Camera Calibration¶
B.A.R.D. requires a calibrated camera. The calibration is necessary for two reasons.
- Augmented reality, which is overlaying virtual models over live video, requires it. Discuss why.
- BARD uses the video camera to track objects in the real world, converting detected pixel coordinates to model coordinates in 3D space requires a model of the camera.
The following instructions will guide you through calibrating your webcam.
Camera calibration with BARD can be summarised as:
- Capture a number (>3) images of a physical object of known geometry.

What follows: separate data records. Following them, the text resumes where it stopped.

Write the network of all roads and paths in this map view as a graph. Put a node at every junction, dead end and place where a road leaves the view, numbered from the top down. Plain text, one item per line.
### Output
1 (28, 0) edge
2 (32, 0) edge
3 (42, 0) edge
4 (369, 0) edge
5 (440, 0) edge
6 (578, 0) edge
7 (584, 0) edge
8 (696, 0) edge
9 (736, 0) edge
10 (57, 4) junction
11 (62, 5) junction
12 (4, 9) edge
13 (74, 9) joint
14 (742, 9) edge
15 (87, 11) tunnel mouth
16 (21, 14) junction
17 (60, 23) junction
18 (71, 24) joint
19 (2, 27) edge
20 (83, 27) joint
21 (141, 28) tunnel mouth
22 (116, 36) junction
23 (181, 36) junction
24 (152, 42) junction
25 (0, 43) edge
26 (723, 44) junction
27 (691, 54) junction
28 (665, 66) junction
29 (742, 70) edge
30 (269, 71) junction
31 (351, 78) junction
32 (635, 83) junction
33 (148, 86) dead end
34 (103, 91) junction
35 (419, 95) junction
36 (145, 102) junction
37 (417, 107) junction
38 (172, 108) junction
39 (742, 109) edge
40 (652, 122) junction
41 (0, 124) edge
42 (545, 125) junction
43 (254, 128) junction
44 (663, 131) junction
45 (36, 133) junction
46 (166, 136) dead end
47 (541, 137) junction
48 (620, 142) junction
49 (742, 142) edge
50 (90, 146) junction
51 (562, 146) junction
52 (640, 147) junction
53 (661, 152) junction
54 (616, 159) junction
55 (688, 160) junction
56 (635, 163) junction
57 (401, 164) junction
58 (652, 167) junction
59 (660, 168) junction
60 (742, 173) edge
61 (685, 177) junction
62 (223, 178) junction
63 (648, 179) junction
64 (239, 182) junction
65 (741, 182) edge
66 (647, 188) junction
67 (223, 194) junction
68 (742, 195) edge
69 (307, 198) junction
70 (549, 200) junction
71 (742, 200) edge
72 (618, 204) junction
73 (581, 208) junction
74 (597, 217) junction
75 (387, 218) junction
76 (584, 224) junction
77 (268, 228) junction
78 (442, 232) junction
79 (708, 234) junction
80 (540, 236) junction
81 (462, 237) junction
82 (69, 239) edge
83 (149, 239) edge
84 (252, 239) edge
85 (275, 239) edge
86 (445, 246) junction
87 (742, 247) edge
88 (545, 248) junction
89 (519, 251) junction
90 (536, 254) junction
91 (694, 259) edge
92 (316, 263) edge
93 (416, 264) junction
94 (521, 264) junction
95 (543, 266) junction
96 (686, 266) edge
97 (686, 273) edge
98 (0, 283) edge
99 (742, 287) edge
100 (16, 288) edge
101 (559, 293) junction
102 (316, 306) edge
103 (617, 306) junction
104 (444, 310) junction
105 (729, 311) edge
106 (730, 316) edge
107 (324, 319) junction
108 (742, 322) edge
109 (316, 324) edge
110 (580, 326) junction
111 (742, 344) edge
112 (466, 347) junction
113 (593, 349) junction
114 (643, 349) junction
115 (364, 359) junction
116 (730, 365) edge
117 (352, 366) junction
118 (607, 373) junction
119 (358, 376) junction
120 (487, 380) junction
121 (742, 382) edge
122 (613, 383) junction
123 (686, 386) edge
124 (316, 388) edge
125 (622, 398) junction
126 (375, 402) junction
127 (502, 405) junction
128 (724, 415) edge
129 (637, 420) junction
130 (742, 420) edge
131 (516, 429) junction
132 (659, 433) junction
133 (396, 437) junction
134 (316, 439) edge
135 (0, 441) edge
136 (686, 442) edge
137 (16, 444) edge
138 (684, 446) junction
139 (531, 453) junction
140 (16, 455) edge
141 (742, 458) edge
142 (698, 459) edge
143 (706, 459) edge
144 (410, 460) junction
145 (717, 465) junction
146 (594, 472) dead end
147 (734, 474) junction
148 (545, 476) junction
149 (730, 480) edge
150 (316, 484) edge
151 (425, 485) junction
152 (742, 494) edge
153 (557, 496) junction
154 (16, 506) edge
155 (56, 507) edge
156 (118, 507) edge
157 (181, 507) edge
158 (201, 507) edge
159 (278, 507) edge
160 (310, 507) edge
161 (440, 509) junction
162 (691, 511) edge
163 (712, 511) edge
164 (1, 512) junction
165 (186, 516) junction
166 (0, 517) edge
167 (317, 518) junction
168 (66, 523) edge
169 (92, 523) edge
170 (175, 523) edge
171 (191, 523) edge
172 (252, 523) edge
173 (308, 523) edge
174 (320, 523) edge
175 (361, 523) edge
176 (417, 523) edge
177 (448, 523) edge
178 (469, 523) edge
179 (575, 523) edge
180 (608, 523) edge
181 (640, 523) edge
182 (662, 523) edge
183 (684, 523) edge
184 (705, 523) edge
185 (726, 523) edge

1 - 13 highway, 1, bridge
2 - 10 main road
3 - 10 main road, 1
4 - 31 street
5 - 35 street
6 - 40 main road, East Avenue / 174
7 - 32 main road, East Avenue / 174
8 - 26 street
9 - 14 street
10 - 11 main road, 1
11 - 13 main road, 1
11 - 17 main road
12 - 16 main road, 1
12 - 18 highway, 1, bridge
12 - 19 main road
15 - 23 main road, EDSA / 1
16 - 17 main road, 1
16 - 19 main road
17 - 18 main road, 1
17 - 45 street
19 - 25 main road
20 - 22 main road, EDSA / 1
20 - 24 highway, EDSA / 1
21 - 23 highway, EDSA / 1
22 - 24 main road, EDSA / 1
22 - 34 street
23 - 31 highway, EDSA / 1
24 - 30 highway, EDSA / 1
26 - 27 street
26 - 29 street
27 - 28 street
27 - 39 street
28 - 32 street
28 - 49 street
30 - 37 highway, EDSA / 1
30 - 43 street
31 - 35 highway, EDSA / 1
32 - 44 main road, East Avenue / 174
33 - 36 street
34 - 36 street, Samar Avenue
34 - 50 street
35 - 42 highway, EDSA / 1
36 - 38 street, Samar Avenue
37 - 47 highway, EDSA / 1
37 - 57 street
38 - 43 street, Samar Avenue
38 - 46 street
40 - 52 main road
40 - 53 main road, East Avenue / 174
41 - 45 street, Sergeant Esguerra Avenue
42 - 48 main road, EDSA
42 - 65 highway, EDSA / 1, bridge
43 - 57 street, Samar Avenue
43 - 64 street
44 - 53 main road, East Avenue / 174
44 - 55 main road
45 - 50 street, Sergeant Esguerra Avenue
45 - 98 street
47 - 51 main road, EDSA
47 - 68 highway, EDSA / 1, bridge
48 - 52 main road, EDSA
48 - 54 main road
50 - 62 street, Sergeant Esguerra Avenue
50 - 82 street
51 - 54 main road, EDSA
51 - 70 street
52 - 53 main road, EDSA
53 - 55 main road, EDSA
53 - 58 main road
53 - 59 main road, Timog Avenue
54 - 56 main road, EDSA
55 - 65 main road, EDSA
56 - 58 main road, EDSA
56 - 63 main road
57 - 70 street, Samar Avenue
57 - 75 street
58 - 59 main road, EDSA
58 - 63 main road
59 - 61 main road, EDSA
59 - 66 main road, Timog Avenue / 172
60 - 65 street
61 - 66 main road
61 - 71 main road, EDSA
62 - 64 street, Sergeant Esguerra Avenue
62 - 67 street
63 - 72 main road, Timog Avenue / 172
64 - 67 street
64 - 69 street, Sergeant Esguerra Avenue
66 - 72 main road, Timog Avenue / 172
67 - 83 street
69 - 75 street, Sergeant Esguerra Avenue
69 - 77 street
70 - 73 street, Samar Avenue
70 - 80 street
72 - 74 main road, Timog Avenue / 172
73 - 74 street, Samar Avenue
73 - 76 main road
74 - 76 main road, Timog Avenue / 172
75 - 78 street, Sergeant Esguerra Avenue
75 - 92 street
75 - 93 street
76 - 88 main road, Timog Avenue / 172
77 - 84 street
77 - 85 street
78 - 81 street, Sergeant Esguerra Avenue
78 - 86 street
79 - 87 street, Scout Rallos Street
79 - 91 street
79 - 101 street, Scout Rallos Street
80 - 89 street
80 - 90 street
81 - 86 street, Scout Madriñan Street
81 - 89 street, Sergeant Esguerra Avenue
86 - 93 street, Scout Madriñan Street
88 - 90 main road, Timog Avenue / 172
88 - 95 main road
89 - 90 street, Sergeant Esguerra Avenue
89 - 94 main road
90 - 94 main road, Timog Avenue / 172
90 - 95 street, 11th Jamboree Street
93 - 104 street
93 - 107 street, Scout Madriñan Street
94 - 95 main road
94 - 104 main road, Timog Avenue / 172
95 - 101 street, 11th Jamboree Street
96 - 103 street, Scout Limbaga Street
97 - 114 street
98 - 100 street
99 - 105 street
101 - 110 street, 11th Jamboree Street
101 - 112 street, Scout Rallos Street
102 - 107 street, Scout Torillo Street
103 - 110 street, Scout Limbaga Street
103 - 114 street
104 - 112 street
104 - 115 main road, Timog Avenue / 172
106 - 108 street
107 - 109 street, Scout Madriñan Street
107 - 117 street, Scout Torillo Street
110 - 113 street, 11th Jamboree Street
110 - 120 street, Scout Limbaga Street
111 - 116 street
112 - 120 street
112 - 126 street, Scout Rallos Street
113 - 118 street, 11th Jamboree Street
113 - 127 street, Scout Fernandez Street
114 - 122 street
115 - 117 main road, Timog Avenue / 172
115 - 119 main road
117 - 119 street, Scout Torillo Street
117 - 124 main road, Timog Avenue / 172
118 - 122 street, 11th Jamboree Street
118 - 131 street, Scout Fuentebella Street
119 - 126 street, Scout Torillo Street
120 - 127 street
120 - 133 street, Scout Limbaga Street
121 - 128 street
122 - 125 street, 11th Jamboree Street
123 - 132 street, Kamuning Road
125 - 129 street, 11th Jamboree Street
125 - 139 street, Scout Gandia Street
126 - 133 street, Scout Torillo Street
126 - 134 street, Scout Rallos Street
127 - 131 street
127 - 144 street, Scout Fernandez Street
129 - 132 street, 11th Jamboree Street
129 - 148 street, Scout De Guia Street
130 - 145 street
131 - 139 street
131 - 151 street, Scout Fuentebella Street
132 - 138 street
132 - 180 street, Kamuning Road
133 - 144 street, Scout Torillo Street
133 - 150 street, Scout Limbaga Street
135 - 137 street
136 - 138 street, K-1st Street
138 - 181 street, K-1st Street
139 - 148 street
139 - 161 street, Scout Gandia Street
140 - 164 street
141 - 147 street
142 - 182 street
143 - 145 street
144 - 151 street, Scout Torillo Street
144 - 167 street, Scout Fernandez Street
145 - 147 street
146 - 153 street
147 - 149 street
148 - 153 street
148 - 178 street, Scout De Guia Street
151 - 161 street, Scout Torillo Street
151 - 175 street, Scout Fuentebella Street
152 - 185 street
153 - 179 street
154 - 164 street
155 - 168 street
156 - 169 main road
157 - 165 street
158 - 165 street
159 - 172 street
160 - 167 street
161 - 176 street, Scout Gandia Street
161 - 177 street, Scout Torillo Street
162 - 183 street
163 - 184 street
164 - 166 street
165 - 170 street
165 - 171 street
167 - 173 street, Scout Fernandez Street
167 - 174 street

- Extract salient features from these images using computer vision (OpenCV)
- Fit a model to your camera that best fits the relationship between the features on your physical object and the features detected in the images.
See Camera calibration with OpenCV for a more complete explanation of camera calibration and the physics of a pin hole camera.
Get hold of a suitably sized calibration chessboard. The should be one in the data directory (e.g. data/calibrationGrids/calibrationgrid-6mm.pdf), or write a script to make one.
Take 5-20 pictures of chessboard using:
python bardVideoCalibration.py -c config/video_calib_chessboard.json
Hit the ‘c’ key to capture an image. Press the ‘q’ key to quite the application.
Take a look in the video_calib_chessboard.json file. Here we specify the number of internal corners (14x10), and also the size of each square (6mm). This matches the provided image in data/calibrationGrids/calibrationgrid-6mm.pdf.
Make sure you have printed the image at the correct scale. If you are using a different image, adjust the values accordingly.
Once you have captured enough images, the calibration runs each time you press the ‘c’ key and capture a new image. The calibration results are shown in the terminal window.
Often, in a research setting, it is best to save the data for later analysis. The same program can be used to save the data to a given folder.
Use the ‘-o’ option to specify a directory to save to, the ‘-p’ option to specify a filename prefix, and ‘-h’ option to show help message and exit.
For example:
python bardVideoCalibration.py -c config/video_calib_chessboard.json -s tests/output -p myresults
#usage: bardVideoCalibration.py [-h] -c CONFIG [-s SOURCE] [-o OUTPUT] [-p PREFIX] [-ni] [-v]
Then, each time the program recalibrates, the results will be saved to the ‘tests/output’ folder, with the filename prefix ‘myresults’.
Tasks¶
Repeat calibration 2,3,4 times.
- which parameters vary the most?
- Is there a link between the reprojection error returned and the calibration accuracy?
- Does the number and range of views affect the result?
- What happens if the chessboard is upside down?